HBO is one of the oldest and most well known cable companies and has kept up with its competitors during the shift away from users strictly watching shows and movies on their television watching, to watching online. Netflix is arguably the company that started the revolution from watching show and movies on television, to watching online. We’re comparing the two.
In this comparison, Bhuvan focused on three major parts of the app: user experience (UX), content, and overall app strategy.

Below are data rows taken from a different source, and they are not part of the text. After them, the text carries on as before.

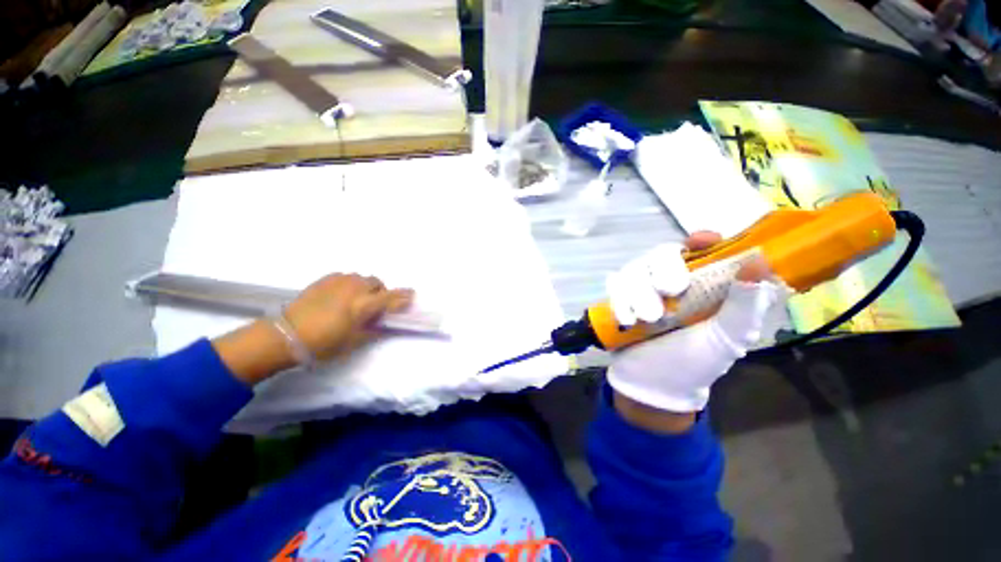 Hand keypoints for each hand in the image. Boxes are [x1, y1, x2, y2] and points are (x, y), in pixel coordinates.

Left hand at [213, 274, 413, 385]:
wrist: (285, 334)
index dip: (403, 296)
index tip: (412, 295)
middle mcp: (354, 288)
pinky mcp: (325, 279)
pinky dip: (351, 283)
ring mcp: (338, 281)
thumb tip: (387, 323)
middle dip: (381, 292)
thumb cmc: (323, 343)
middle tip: (375, 305)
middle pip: (377, 283)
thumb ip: (375, 329)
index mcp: (363, 305)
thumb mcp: (354, 341)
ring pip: (362, 278)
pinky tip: (342, 294)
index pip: (391, 297)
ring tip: (357, 299)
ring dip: (366, 286)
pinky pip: (346, 276)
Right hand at [606, 232, 784, 432]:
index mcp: (705, 285)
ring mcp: (642, 288)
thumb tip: (761, 263)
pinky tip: (627, 321)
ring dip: (639, 292)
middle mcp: (672, 281)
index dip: (701, 239)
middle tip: (669, 294)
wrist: (651, 384)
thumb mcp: (729, 338)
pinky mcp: (620, 297)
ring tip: (646, 320)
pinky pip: (614, 284)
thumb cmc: (696, 364)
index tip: (699, 240)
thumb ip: (746, 305)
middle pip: (661, 253)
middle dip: (662, 272)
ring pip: (634, 267)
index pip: (704, 248)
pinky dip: (619, 300)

Starting with searching for the app in the app store, the Netflix app had one to choose from which was easy enough to find. There were two HBO apps in the app-store and neither easily conveyed to users how they differentiated, so it was up to Bhuvan to download both in order to find out what the difference was (which is highly annoying). After downloading both HBO apps, he decided to review the HBO Now app and not the HBO GO app.

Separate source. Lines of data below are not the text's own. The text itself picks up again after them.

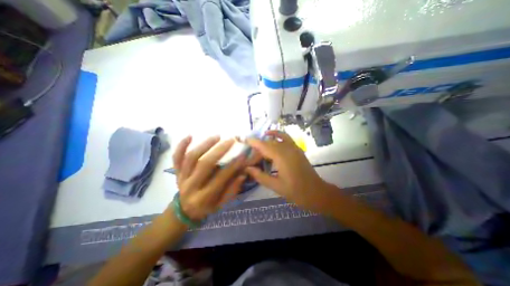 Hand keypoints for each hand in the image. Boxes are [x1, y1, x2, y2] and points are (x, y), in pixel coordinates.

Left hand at [171, 135, 246, 219]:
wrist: (184, 210)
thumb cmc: (206, 206)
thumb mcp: (221, 204)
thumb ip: (232, 190)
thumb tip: (242, 174)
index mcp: (203, 197)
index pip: (220, 178)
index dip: (233, 166)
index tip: (243, 155)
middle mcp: (191, 186)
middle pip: (205, 164)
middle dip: (219, 151)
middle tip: (231, 141)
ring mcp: (181, 177)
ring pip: (191, 158)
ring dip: (205, 145)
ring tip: (217, 136)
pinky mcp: (176, 171)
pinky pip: (177, 157)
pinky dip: (181, 145)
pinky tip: (190, 135)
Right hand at [246, 130, 337, 212]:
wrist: (316, 192)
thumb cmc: (296, 191)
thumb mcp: (275, 186)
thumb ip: (260, 176)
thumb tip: (247, 168)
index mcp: (281, 157)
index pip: (263, 146)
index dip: (253, 142)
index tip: (244, 140)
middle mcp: (287, 148)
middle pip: (268, 143)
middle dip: (258, 147)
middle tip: (251, 156)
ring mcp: (294, 147)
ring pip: (276, 139)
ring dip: (266, 140)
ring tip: (258, 147)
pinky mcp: (297, 149)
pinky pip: (285, 137)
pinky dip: (277, 134)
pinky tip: (271, 136) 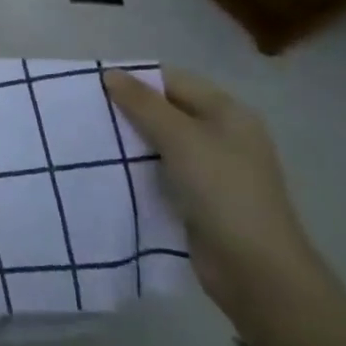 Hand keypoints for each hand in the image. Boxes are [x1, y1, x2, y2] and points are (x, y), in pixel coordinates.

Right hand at [104, 67, 345, 344]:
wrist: (256, 272)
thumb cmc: (223, 191)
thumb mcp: (180, 139)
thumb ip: (143, 104)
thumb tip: (110, 73)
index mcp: (227, 113)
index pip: (173, 80)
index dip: (136, 79)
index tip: (95, 86)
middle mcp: (222, 135)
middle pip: (167, 110)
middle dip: (129, 110)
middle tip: (89, 112)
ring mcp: (212, 169)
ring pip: (161, 141)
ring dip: (131, 140)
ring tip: (92, 138)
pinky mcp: (199, 198)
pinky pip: (162, 170)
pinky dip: (139, 167)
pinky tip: (111, 168)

Netflix’s mobile app has more than a 100 million downloads with 2.5 million 5 star ratings. That's intense! No wonder they use 37% of the internet’s bandwidth.

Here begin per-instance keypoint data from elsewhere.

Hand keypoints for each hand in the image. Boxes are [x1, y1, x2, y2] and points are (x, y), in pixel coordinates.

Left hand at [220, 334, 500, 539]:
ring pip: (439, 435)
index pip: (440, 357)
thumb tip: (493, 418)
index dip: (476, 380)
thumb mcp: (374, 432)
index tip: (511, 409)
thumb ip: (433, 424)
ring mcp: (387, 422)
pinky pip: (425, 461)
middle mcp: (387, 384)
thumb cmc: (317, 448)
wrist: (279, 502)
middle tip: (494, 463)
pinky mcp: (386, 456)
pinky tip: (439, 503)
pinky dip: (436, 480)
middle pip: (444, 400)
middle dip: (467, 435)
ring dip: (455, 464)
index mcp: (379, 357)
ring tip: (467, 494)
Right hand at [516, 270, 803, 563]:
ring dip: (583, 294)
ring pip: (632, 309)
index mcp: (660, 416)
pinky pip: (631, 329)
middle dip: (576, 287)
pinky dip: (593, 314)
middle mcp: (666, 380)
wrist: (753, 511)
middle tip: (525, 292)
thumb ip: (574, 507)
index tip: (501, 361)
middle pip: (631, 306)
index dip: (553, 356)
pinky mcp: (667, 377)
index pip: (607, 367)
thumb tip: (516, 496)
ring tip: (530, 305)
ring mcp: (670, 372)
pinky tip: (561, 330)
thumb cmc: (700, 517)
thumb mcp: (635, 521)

HBO A few pain points noticed in the HBO Now app were the search functionality and the ability for users to resume viewing shows and movies that they had started and did not finish. It’s common for users to pause midway through a show or movie, and come back to it at a later time. In the HBO Now app, to get back to the point where they left off, the user has to search for the show, then choose the episode they were on and go from there. There’s no way that we could find for users to easily resume what they had started.
Another crazy thing noticed was when searching a common genre in the search bar. The assumption was that the word entered would search all movies and series on HBO. The search queries, “action” and “Julia Roberts” both showed up with zero results. This has us conclude that the search functionality is not nearly robust enough.
HBO has so much great content, but in Bhuvan’s exercise it was realized that there’s a major lack of opportunity for users to discover new shows or movies based on the user’s history which is another downfall of the HBO Now app.
Netflix Right away when getting into the app, there’s a noticed difference compared to HBO Now. The search in this app worked like a charm and had great functionality. It also showed Bhuvan’s recent watching history so he could pick up exactly where he left off when watching last time he was signed into Netflix. There really weren’t any complaints when using Netflix’s mobile app.
Overall the Netflix app trumps the HBO app when it comes to the UX of on-boarding. We’re aware that HBO started as a cable service company and is still tied to many of the providers, so they may have red tape to get around (which could be reflected in the onboarding process where users have to enter their zip code, for example). The Netflix app is pretty seamless and gets the users through the signup process quickly.
The HBO app seems to be built around supporting their existing TV customers whereas the Netflix app is a whole experience in itself.
There was a noticeable difference that HBO is trying to maintain its current customer base while Netflix is leading in innovation and customer acquisition. As it is 2016, we really expected more from one of the most well known household names. When streaming from the Netflix app, Bhuvan didn’t have a problem. Unfortunately, the HBO app was a little spotty (which is never fun).
All in all, Bhuvan says he would still most likely use both services. But time will tell if HBO can maintain its status over the competition if they don’t put more effort and thought into key parts of their business, that is mobile.